An Op-Ed Published In The Marietta Times
By Senator JD Vance | August 26, 2023
In a time of grinding inflation, increasing energy costs and continuing global instability, we Ohioans are lucky to live on top of the Utica Shale oil and gas basin.
Stretching across Appalachian Ohio and into our neighboring states, the Utica Shale is a vast, underground reserve of energy containing an estimated 38 trillion cubic feet of natural gas, 940 million barrels of oil and 208 million barrels of natural gas liquids. While it would traditionally be impossible to access these energy deposits buried deep underground, new technologies like horizontal drilling and hydraulic fracturing have allowed us to unleash these abundant natural resources. If utilized fully, this massive reserve of energy has the potential to fuel high quality job growth and regional development in Ohio. Thankfully, utilization of the Utica Shale is already happening in Ohio’s Columbiana County. Four wells in Hanover Township set new oil production records at the start of the year with over 225,000 barrels pumped, suggesting they hit the sweet spot. Oil production across Ohio increased by almost 12 percent over the same period, and the numbers are even more impressive if you measure them against last year. Compared to the first part of 2022, Utica Shale oil production increased by 65 percent in 2023. The Shale represents America’s next energy boom and Ohio is well-positioned to make it happen.
I believe that right now is the time to double down on the Ohio energy industry. In order to maximize output in the Utica Shale, oil and gas producers require new infrastructure – pipelines and refineries, large and small. We need less red tape and fewer restrictions from the federal government. The project permitting reforms made by the recent Fiscal Responsibility Act of 2023 are a good start, but they do not go far enough to accelerate the construction of new energy infrastructure.
Meanwhile, the Biden administration is doing everything it can to subsidize alternative energy sources and demonize our nation’s most reliable sources of power. In an effort to discourage investment in oil and gas companies, President Biden has weaponized the Securities and Exchange Commission to mandate environmental, social and governance (ESG) scores on publicly traded companies.

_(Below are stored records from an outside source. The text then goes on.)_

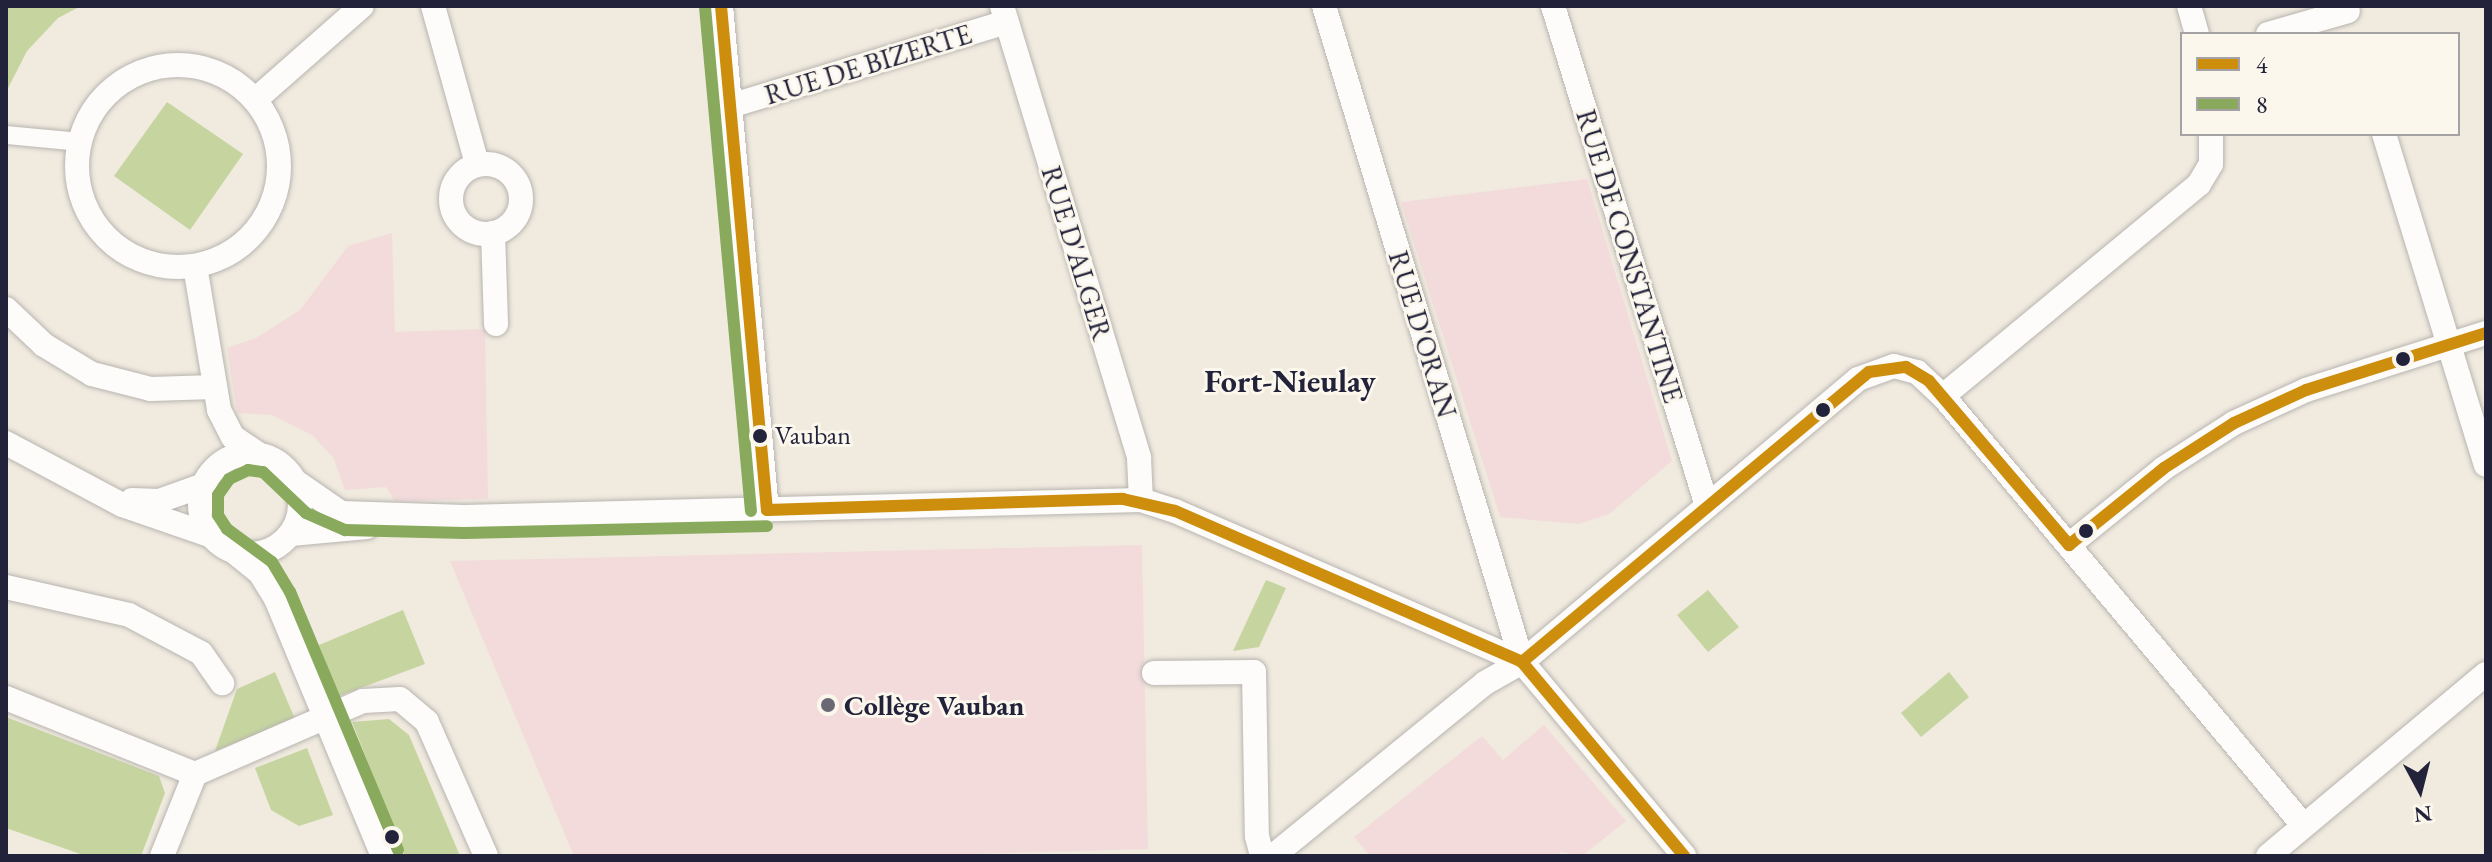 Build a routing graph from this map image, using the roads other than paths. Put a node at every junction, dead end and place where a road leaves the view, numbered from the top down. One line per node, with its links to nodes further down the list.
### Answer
1 (362, 6): 11 (street)
2 (433, 6): 17 (street)
3 (721, 6): 12 (street)
4 (1324, 6): 42 (street, RUE D'ORAN)
5 (1553, 6): 33 (street, RUE DE CONSTANTINE)
6 (2189, 6): 9 (street)
7 (1004, 14): 12 (street, RUE DE BIZERTE); 32 (street, RUE D'ALGER)
8 (2350, 17): 10 (street)
9 (2196, 32)
10 (2278, 32)
11 (255, 100): 16 (street); 19 (street)
12 (730, 106): 34 (street)
13 (6, 135): 16 (street)
14 (2211, 136): 24 (street)
15 (2385, 136): 23 (street)
16 (80, 142): 19 (street)
17 (477, 164): 18 (street); 18 (street)
18 (493, 233): 21 (street)
19 (195, 266): 25 (street)
20 (6, 309): 25 (street)
21 (496, 324)
22 (2486, 333): 23 (street)
23 (2446, 345): 28 (street); 38 (street)
24 (1943, 396): 33 (street); 38 (street)
25 (217, 399): 27 (street); 29 (street)
26 (6, 443): 31 (street)
27 (258, 454): 29 (street); 30 (street)
28 (2486, 465)
29 (208, 477): 31 (street); 36 (street)
30 (296, 482): 35 (street); 37 (street)
31 (88, 487): 36 (street)
32 (1141, 500): 34 (street); 42 (street)
33 (1707, 506): 42 (street)
34 (767, 510): 35 (street)
35 (464, 517): 37 (street)
36 (212, 536): 39 (street)
37 (286, 539): 39 (street); 41 (street)
38 (2069, 545): 49 (street)
39 (233, 551): 41 (street)
40 (6, 587): 45 (street)
41 (276, 599): 47 (street)
42 (1522, 662): 54 (street); 55 (street)
43 (1154, 673): 53 (street)
44 (2486, 674): 49 (street)
45 (222, 683)
46 (6, 698): 48 (street)
47 (325, 717): 48 (street); 51 (street); 52 (street)
48 (195, 774): 50 (street)
49 (2304, 826): 56 (street)
50 (162, 856)
51 (383, 856)
52 (486, 856)
53 (1262, 856)
54 (1273, 856)
55 (1684, 856)
56 (2268, 856) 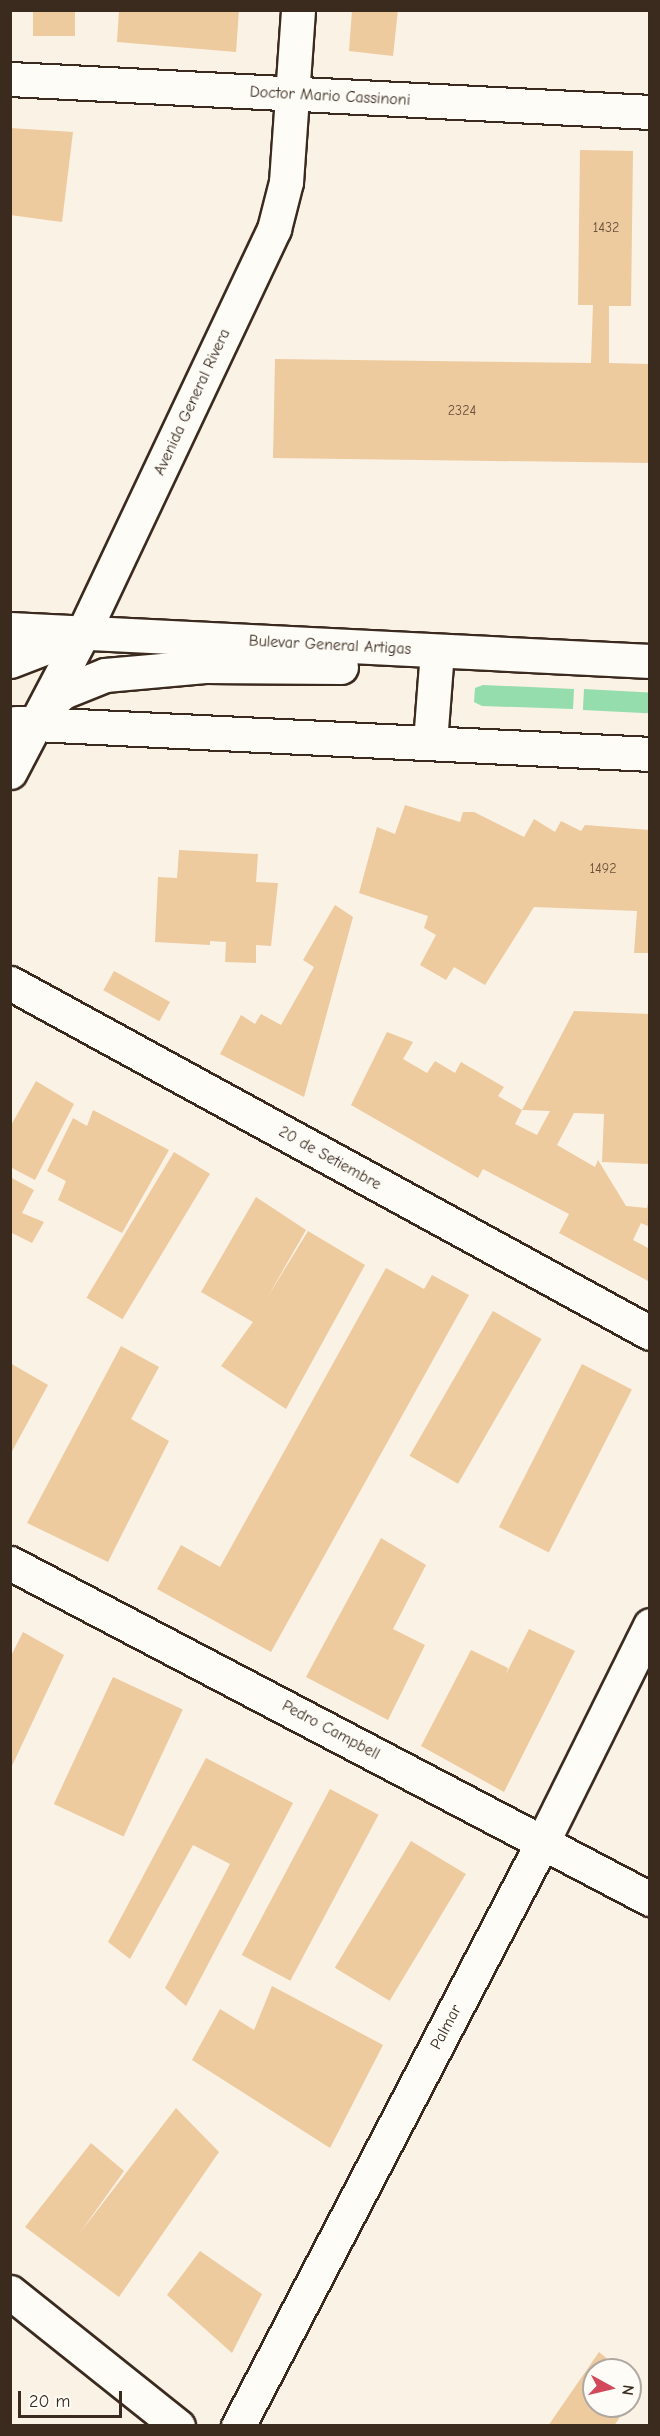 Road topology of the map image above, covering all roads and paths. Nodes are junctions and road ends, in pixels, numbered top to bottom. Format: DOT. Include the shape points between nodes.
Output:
graph roads {
  1 [pos="298,10"];
  2 [pos="10,79"];
  3 [pos="292,94"];
  4 [pos="650,112"];
  5 [pos="10,629"];
  6 [pos="83,633"];
  7 [pos="424,650"];
  8 [pos="650,660"];
  9 [pos="10,661"];
  10 [pos="22,724"];
  11 [pos="430,742"];
  12 [pos="650,754"];
  13 [pos="10,772"];
  14 [pos="10,983"];
  15 [pos="650,1333"];
  16 [pos="10,1563"];
  17 [pos="650,1625"];
  18 [pos="543,1841"];
  19 [pos="650,1899"];
  20 [pos="10,2292"];
  21 [pos="178,2426"];
  22 [pos="238,2426"];
  1 -- 3 [label="street, Avenida General Rivera"];
  2 -- 3 [label="street, Doctor Mario Cassinoni"];
  3 -- 4 [label="street, Doctor Mario Cassinoni"];
  3 -- 6 [label="street, Avenida General Rivera" via="286,182 274,229"];
  5 -- 6 [label="street, Bulevar General Artigas"];
  6 -- 7 [label="street, Bulevar General Artigas"];
  6 -- 9 [label="street"];
  6 -- 10 [label="street, Avenida General Rivera"];
  7 -- 8 [label="street, Bulevar General Artigas"];
  7 -- 10 [label="street" via="361,667 205,666 105,675 63,692"];
  7 -- 11 [label="street"];
  10 -- 11 [label="street"];
  10 -- 13 [label="street, Avenida General Rivera"];
  11 -- 12 [label="street"];
  14 -- 15 [label="street, 20 de Setiembre"];
  16 -- 18 [label="street, Pedro Campbell"];
  17 -- 18 [label="street, Palmar"];
  18 -- 19 [label="street, Pedro Campbell"];
  18 -- 22 [label="street, Palmar"];
  20 -- 21 [label="street"];
}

Additionally, a bevy of onerous new Environmental Protection Agency emissions rules are clamping down on power plants, truck engines and everything in between. The Biden years have thus far been defined by his administration’s wanton harassment of fossil fuel companies, to the detriment of the American people. A war on traditional American energy is a war on the American standard of living. The Biden administration’s anti-energy crusade has very real impacts on the everyday lives of Ohioans. Power outages were once rare in this country, often precipitated by a natural disaster or extreme weather event. Recently, however, a particularly warm summer day or cold winter night could be enough to tax our energy grid to the breaking point, exposing our poor and elderly fellow citizens to dangerous conditions in their own homes. Our baseload energy production capacity is declining as gas-fired power plants close at a distressing rate, and a lack of new transmission lines makes it harder to move energy when emergencies arise. This is not the country I grew up in and it is not the future our children deserve.
Many of our elected leaders are telling Americans that we need to make do with less, that the days of cheap and reliable power are over. I vehemently disagree. Our government should reverse these dangerous trends and unleash our energy industry by investing the type of infrastructure projects that have kept America’s lights on for decades.
I am proud that Ohio is leading the way to a brighter future by tapping the Utica Shale, and I will not stop fighting for our energy industry to receive the infrastructure it needs to fuel our economy.